38Etwaige Ausgleichsansprüche scheiterten an § 89b Abs. 3 Nr. 2 HGB.
39Das Landgericht hat die Beklagte nach einer Beweisaufnahme über die Geschehnisse am 16.4.2019 im Wege eines Teilurteils verurteilt, dem Kläger die beantragten Abrechnungen sowie den verlangten Buchauszug zu erteilen. Ferner hat das Landgericht festgestellt, dass der Beklagten keine Schadensersatzansprüche gegen den Kläger im Hinblick auf dessen Vertretung von Schuhen der Marke B zustehen.
40Mit ihrer am 22.4.2021 und damit innerhalb verlängerter Frist eingegangenen Berufungsbegründung hat die Beklagte ihre Passivlegitimation in Abrede gestellt und darauf verwiesen, die Marke „Z A“ sei nicht in die Z A UG eingebracht worden. Der Beklagten sei nur die Nutzung „der Rechte an der Marke“ gestattet, nicht aber die Nutzung der Marke. Sie meint, deshalb sei auch der Handelsvertretervertrag nicht auf die Beklagte übergegangen. Da die Einbringung des Einzelunternehmens des Z A in die UG erst am 30.7.2018 erfolgt sei, ergäben sich auch kürzere Fristen für die Kündigung des Handelsvertretervertrags, hier also schon mit Ablauf des 30.9.2019.
41Die Beweiswürdigung des Landgerichts sei fehlerhaft; jedenfalls in der E-Mail vom 23.5.2019 sei eine Kündigung zu sehen.
42Die Erwägungen zur Vereinbarung eines Provisionssatzes von 15 % seien unzutreffend. Seitens der Beklagten sei die Zahlung der 15 % stets als Vorschuss im Hinblick auf das Erreichen der vereinbarten Umsatzhöhe verstanden worden; eine Abänderung der Regelung in § 7 des Handelsvertretervertrags, bei dem es sich auch nicht um AGB „handeln dürfe“, da der Vertrag „nur zum Zwecke der Regelung der Vertragsbeziehung zwischen der Beklagten und dem Kläger entworfen und verwendet worden sei“, habe sie nie gewollt.
43Die Beklagte beantragt,
44abändernd die Klage abzuweisen.
45Der Kläger beantragt,
46die Berufung zu verwerfen, hilfsweise, sie zurückzuweisen.
47Er meint, die Begründung zeige nicht die Erheblichkeit der gerügten Rechtsverletzungen auf, weshalb das Rechtsmittel unzulässig sei.
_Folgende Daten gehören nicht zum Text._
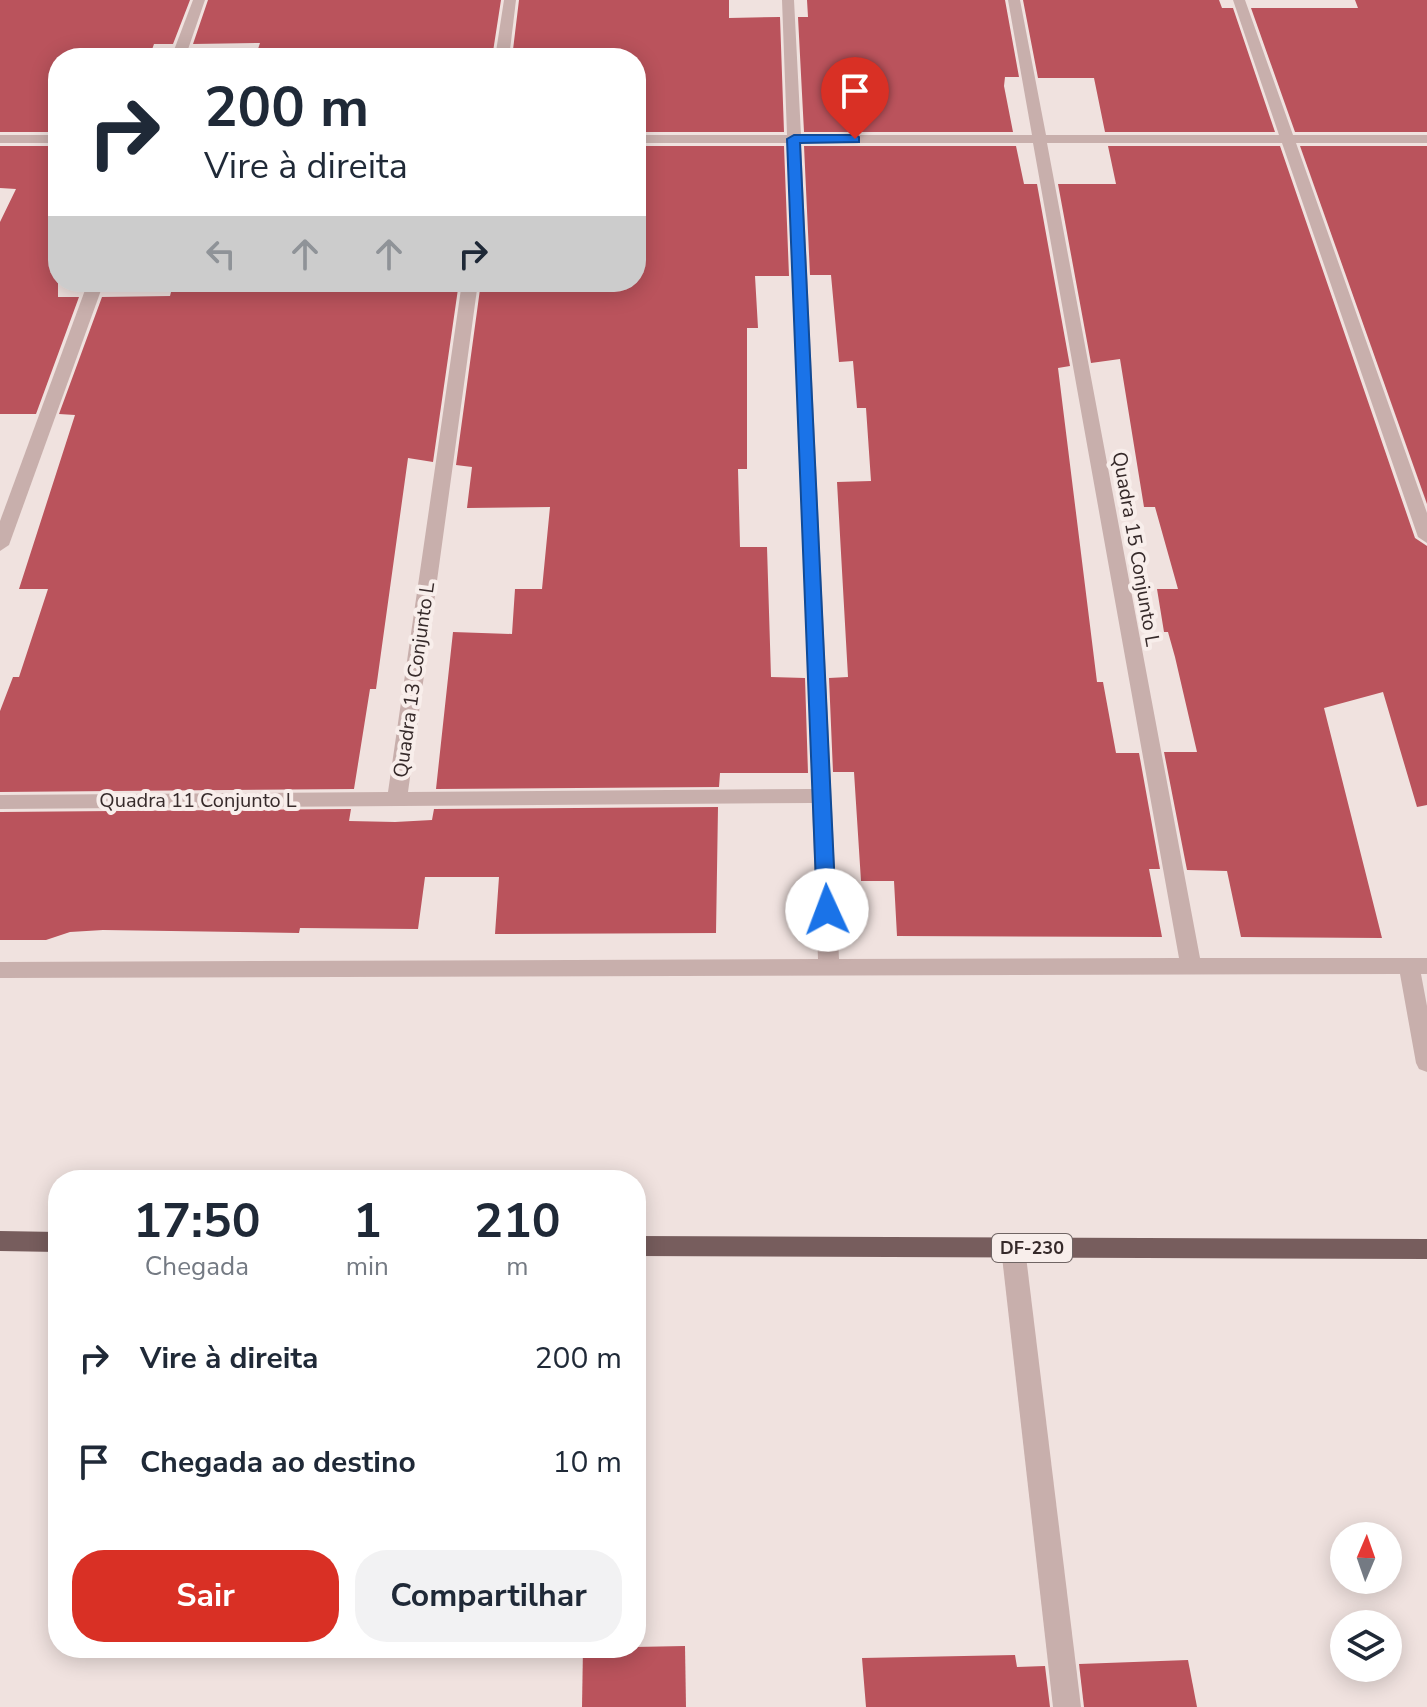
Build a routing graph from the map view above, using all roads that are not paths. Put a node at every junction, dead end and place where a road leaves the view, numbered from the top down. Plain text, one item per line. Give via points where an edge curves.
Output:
1 (199, 0) edge
2 (510, 0) edge
3 (788, 0) edge
4 (1014, 0) edge
5 (1239, 0) edge
6 (182, 48) edge
7 (503, 48) edge
8 (0, 139) edge
9 (48, 139) edge
10 (646, 139) edge
11 (794, 139) junction
12 (1039, 139) junction
13 (1288, 139) junction
14 (1427, 139) edge
15 (92, 292) edge
16 (469, 292) edge
17 (1427, 537) edge
18 (0, 545) edge
19 (822, 796) junction
20 (397, 799) junction
21 (0, 802) edge
22 (1191, 966) junction
23 (1418, 966) edge
24 (829, 967) junction
25 (0, 970) edge
26 (1427, 1063) edge
27 (0, 1241) edge
28 (48, 1242) edge
29 (646, 1246) edge
30 (1013, 1248) junction
31 (1427, 1249) edge
32 (1067, 1707) edge

1 - 6 street
2 - 7 street
3 - 11 street
4 - 12 street, Quadra 15 Conjunto L
5 - 13 street
8 - 9 street
10 - 11 street
11 - 12 street
11 - 19 street
12 - 13 street
12 - 22 street, Quadra 15 Conjunto L
13 - 14 street
13 - 17 street
15 - 18 street
16 - 20 street, Quadra 13 Conjunto L
19 - 20 street, Quadra 13 Conjunto L
19 - 24 street
20 - 21 street, Quadra 11 Conjunto L
22 - 23 street
22 - 24 street
23 - 26 street
24 - 25 street
27 - 28 main road
29 - 30 main road, DF-230 / DF-230
30 - 31 main road, DF-230 / DF-230
30 - 32 street

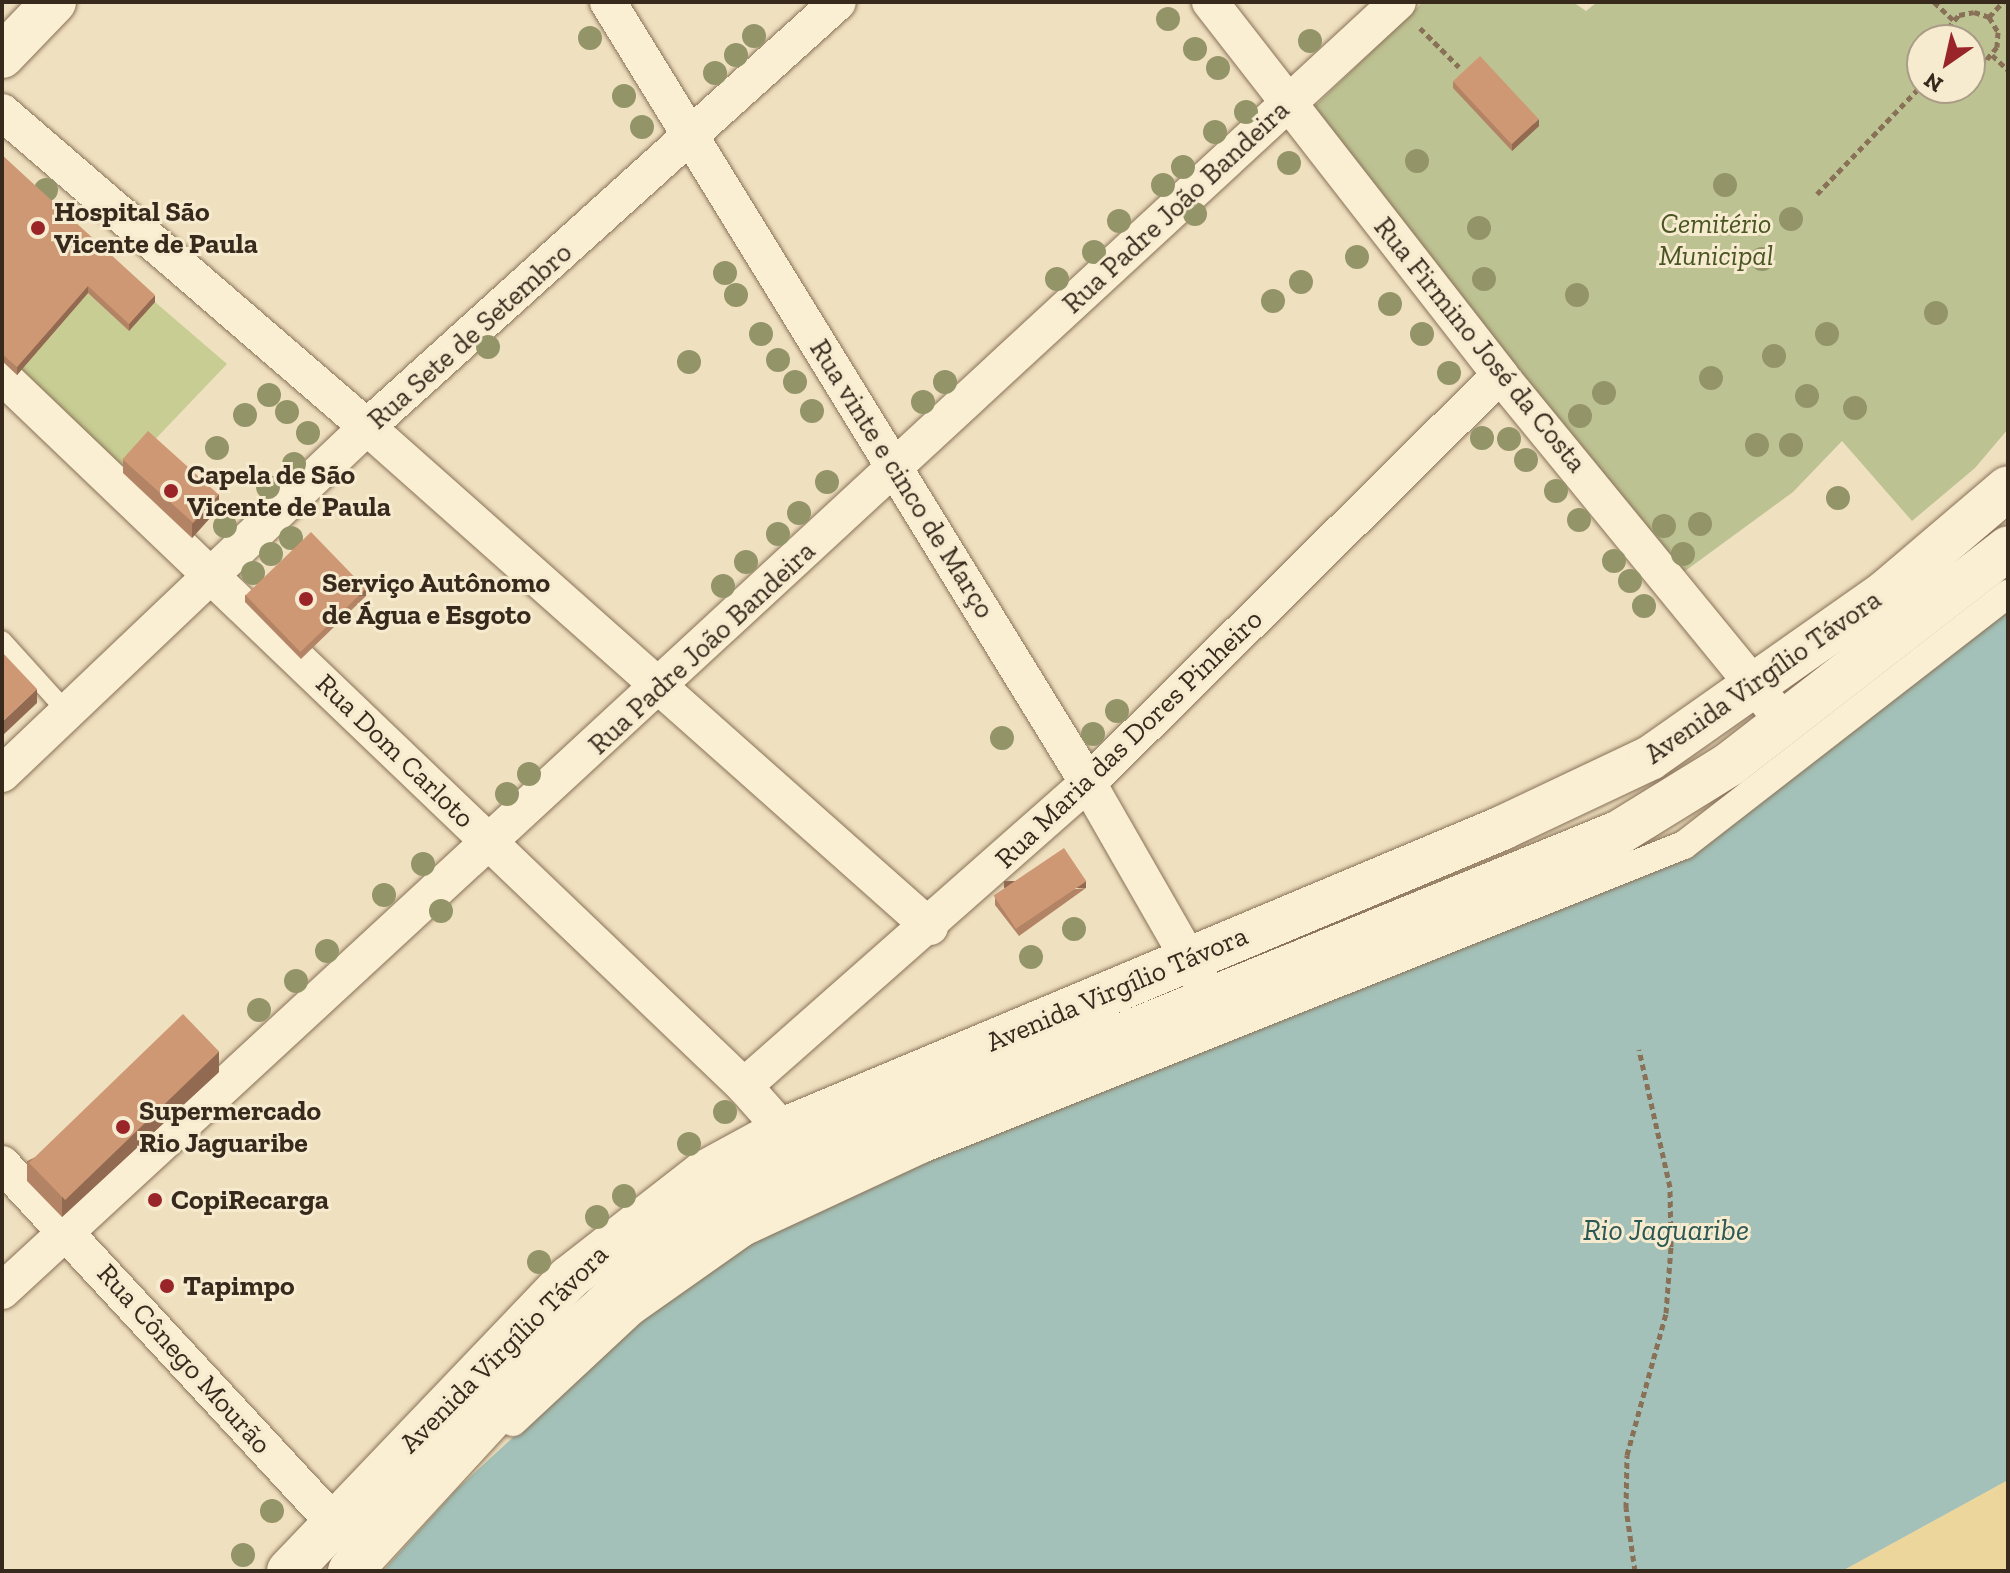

Der Vortrag zur fehlenden Passivlegitimation sei nicht damit zu vereinbaren, dass seit ihrer Gründung stets die Beklagte ihm gegenüber aufgetreten sei. Der Umstand, dass der Beklagten nur die Nutzung der Marke Z A überlassen sei, stehe der Passivlegitimation ohnehin nicht entgegen. Vor allem sei unstreitig gewesen, dass die Beklagte den Handelsvertretervertrag übernommen habe.
48Der Kläger verteidigt die Ausführungen des Landgerichts zur Kündigung und zur Höhe des Provisionssatzes. Zu Unrecht berufe sich die Beklagte auf die Schriftformklausel im Vertrag. Dabei handele es sich, wie das Landgericht zu Recht ausgeführt habe, um AGB.
49Das Teilurteil sei auch zulässig, soweit dem negativen Feststellungsantrag stattgegeben worden sei, denn diese Entscheidung beruhe darauf, dass die Beklagte nicht den Eintritt eines Schadens dargelegt habe.
50Im Schriftsatz vom 5.11.2021 vertritt die Beklagte die Auffassung, das Teilurteil sei unzulässig, soweit darin auch über die negative Feststellungsklage entschieden worden sei. Die Beklagte trägt nunmehr näher zu ihrem – angeblichen - Schaden vor, der sich durch die Tätigkeit des Klägers für die Marke B ergeben habe, und behauptet, bei „ordnungsgemäßer Werbung“ des Klägers für ihre Schuhe hätten sämtliche Kunden diese Produkte und nicht Schuhe der Marke B verkauft. Bei einem durchschnittlichen jährlichen Umsatz eines jeden der 64 B-Kunden in Höhe von 30.448,46 € ergebe sich ein entgangener Gesamt-Umsatz von jährlich 1.948.701,44 €. Es sei von einem Gewinn in Höhe von 42 % auszugehen, so dass sich ein Schaden von rund 818.454,60 € ergebe.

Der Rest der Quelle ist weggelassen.